◆ Exercise description ◆
Look for the word "Sokak" in the material below, then report each line where it occurs.

[Records to process — start]

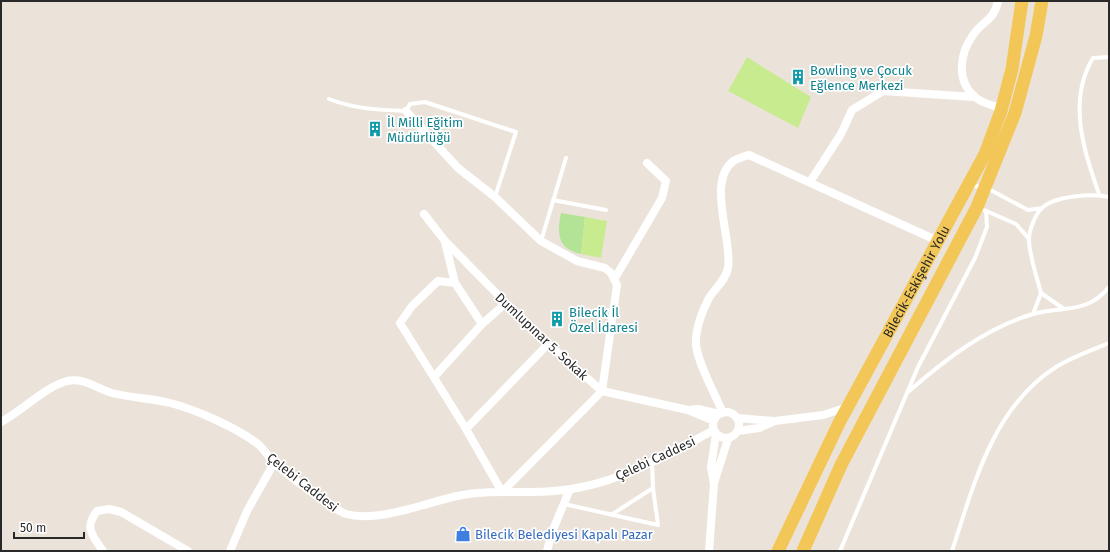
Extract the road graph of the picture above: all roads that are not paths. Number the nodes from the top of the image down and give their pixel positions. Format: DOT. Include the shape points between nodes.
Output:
graph roads {
  1 [pos="998,1"];
  2 [pos="1022,1"];
  3 [pos="1042,1"];
  4 [pos="1109,57"];
  5 [pos="974,97"];
  6 [pos="329,99"];
  7 [pos="1002,108"];
  8 [pos="406,111"];
  9 [pos="566,158"];
  10 [pos="647,163"];
  11 [pos="810,182"];
  12 [pos="985,187"];
  13 [pos="968,190"];
  14 [pos="1099,194"];
  15 [pos="496,197"];
  16 [pos="1109,197"];
  17 [pos="554,200"];
  18 [pos="979,206"];
  19 [pos="1042,208"];
  20 [pos="606,210"];
  21 [pos="424,214"];
  22 [pos="1029,239"];
  23 [pos="541,240"];
  24 [pos="445,241"];
  25 [pos="938,241"];
  26 [pos="615,278"];
  27 [pos="455,283"];
  28 [pos="1109,287"];
  29 [pos="1041,293"];
  30 [pos="506,303"];
  31 [pos="1064,309"];
  32 [pos="1033,314"];
  33 [pos="482,324"];
  34 [pos="1109,343"];
  35 [pos="548,344"];
  36 [pos="434,377"];
  37 [pos="602,391"];
  38 [pos="907,392"];
  39 [pos="848,407"];
  40 [pos="688,410"];
  41 [pos="721,413"];
  42 [pos="737,418"];
  43 [pos="775,421"];
  44 [pos="1,422"];
  45 [pos="714,428"];
  46 [pos="466,430"];
  47 [pos="738,431"];
  48 [pos="728,438"];
  49 [pos="652,462"];
  50 [pos="274,463"];
  51 [pos="714,484"];
  52 [pos="653,488"];
  53 [pos="570,489"];
  54 [pos="502,492"];
  55 [pos="564,504"];
  56 [pos="611,515"];
  57 [pos="103,551"];
  58 [pos="188,551"];
  59 [pos="230,551"];
  60 [pos="547,551"];
  61 [pos="708,551"];
  62 [pos="778,551"];
  63 [pos="803,551"];
  64 [pos="840,551"];
  65 [pos="952,551"];
  1 -- 5 [label="street" via="996,12 973,34 964,52 961,76"];
  2 -- 7 [label="main road, Bilecik-Eskişehir Yolu" via="1012,69"];
  3 -- 12 [label="main road, Bilecik-Eskişehir Yolu" via="1036,36 1015,113"];
  4 -- 14 [label="lane" via="1093,58 1087,68 1079,110 1082,135"];
  5 -- 7 [label="street"];
  5 -- 11 [label="street" via="883,91 852,110 841,134"];
  6 -- 8 [label="lane" via="366,109"];
  7 -- 13 [label="main road, Bilecik-Eskişehir Yolu"];
  8 -- 15 [label="street" via="458,168"];
  8 -- 15 [label="lane" via="410,104 425,102 516,132"];
  9 -- 17 [label="lane"];
  10 -- 26 [label="street" via="666,181 662,198"];
  11 -- 25 [label="street"];
  11 -- 41 [label="street" via="750,155 735,160 726,171 720,190 728,268 724,279 709,298 700,319 696,344"];
  12 -- 13 [label="lane"];
  12 -- 18 [label="main road, Bilecik-Eskişehir Yolu"];
  12 -- 19 [label="lane" via="1028,210"];
  13 -- 25 [label="main road, Bilecik-Eskişehir Yolu"];
  14 -- 16 [label="lane"];
  14 -- 19 [label="lane" via="1066,197"];
  15 -- 23 [label="street"];
  17 -- 20 [label="lane"];
  17 -- 23 [label="lane"];
  18 -- 22 [label="lane" via="1016,224"];
  18 -- 38 [label="lane" via="987,226 975,258"];
  18 -- 63 [label="main road, Bilecik-Eskişehir Yolu" via="841,465"];
  19 -- 22 [label="lane" via="1033,223"];
  21 -- 24 [label="street, Dumlupınar 5. Sokak"];
  22 -- 29 [label="lane"];
  23 -- 26 [label="street" via="577,261 604,268"];
  24 -- 27 [label="street"];
  24 -- 30 [label="street, Dumlupınar 5. Sokak"];
  25 -- 39 [label="main road, Bilecik-Eskişehir Yolu"];
  26 -- 37 [label="street" via="617,285"];
  27 -- 33 [label="street"];
  27 -- 36 [label="street" via="438,281 412,306 400,323"];
  28 -- 31 [label="lane" via="1085,306"];
  29 -- 31 [label="lane"];
  29 -- 32 [label="lane"];
  30 -- 33 [label="street"];
  30 -- 35 [label="street, Dumlupınar 5. Sokak"];
  31 -- 32 [label="lane"];
  32 -- 38 [label="lane" via="964,347"];
  33 -- 36 [label="street"];
  34 -- 65 [label="lane" via="1057,366 1027,389 999,427 982,462"];
  35 -- 37 [label="street, Dumlupınar 5. Sokak"];
  35 -- 46 [label="street"];
  36 -- 46 [label="street"];
  37 -- 40 [label="street, Dumlupınar 5. Sokak"];
  37 -- 54 [label="street"];
  38 -- 64 [label="lane"];
  39 -- 43 [label="street" via="823,415"];
  39 -- 62 [label="main road, Bilecik-Eskişehir Yolu"];
  40 -- 41 [label="street, Dumlupınar 5. Sokak"];
  40 -- 45 [label="street, Dumlupınar 5. Sokak"];
  41 -- 42 [label="street" via="731,413"];
  41 -- 45 [label="street"];
  42 -- 43 [label="street"];
  42 -- 47 [label="street" via="740,427"];
  43 -- 47 [label="street" via="759,428"];
  44 -- 50 [label="street, Çelebi Caddesi" via="59,384 81,381 110,392 184,407 246,436 260,446"];
  45 -- 48 [label="street" via="724,438"];
  45 -- 49 [label="street, Çelebi Caddesi"];
  45 -- 51 [label="street" via="711,468"];
  46 -- 54 [label="street"];
  47 -- 48 [label="street"];
  48 -- 51 [label="street"];
  49 -- 52 [label="lane"];
  49 -- 53 [label="street, Çelebi Caddesi" via="608,480"];
  50 -- 54 [label="street, Çelebi Caddesi" via="344,514 367,518 459,495"];
  50 -- 59 [label="street" via="247,511"];
  51 -- 61 [label="street"];
  52 -- 56 [label="lane"];
  52 -- 56 [label="lane" via="658,525"];
  53 -- 54 [label="street, Çelebi Caddesi"];
  53 -- 55 [label="street"];
  55 -- 56 [label="lane"];
  55 -- 60 [label="street"];
  57 -- 58 [label="street" via="90,532 90,520 97,511 109,508 121,512"];
}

[Records to process — finish]

◆ Written response ◆
  21 -- 24 [label="street, Dumlupınar 5. Sokak"];
  24 -- 30 [label="street, Dumlupınar 5. Sokak"];
  30 -- 35 [label="street, Dumlupınar 5. Sokak"];
  35 -- 37 [label="street, Dumlupınar 5. Sokak"];
  37 -- 40 [label="street, Dumlupınar 5. Sokak"];
  40 -- 41 [label="street, Dumlupınar 5. Sokak"];
  40 -- 45 [label="street, Dumlupınar 5. Sokak"];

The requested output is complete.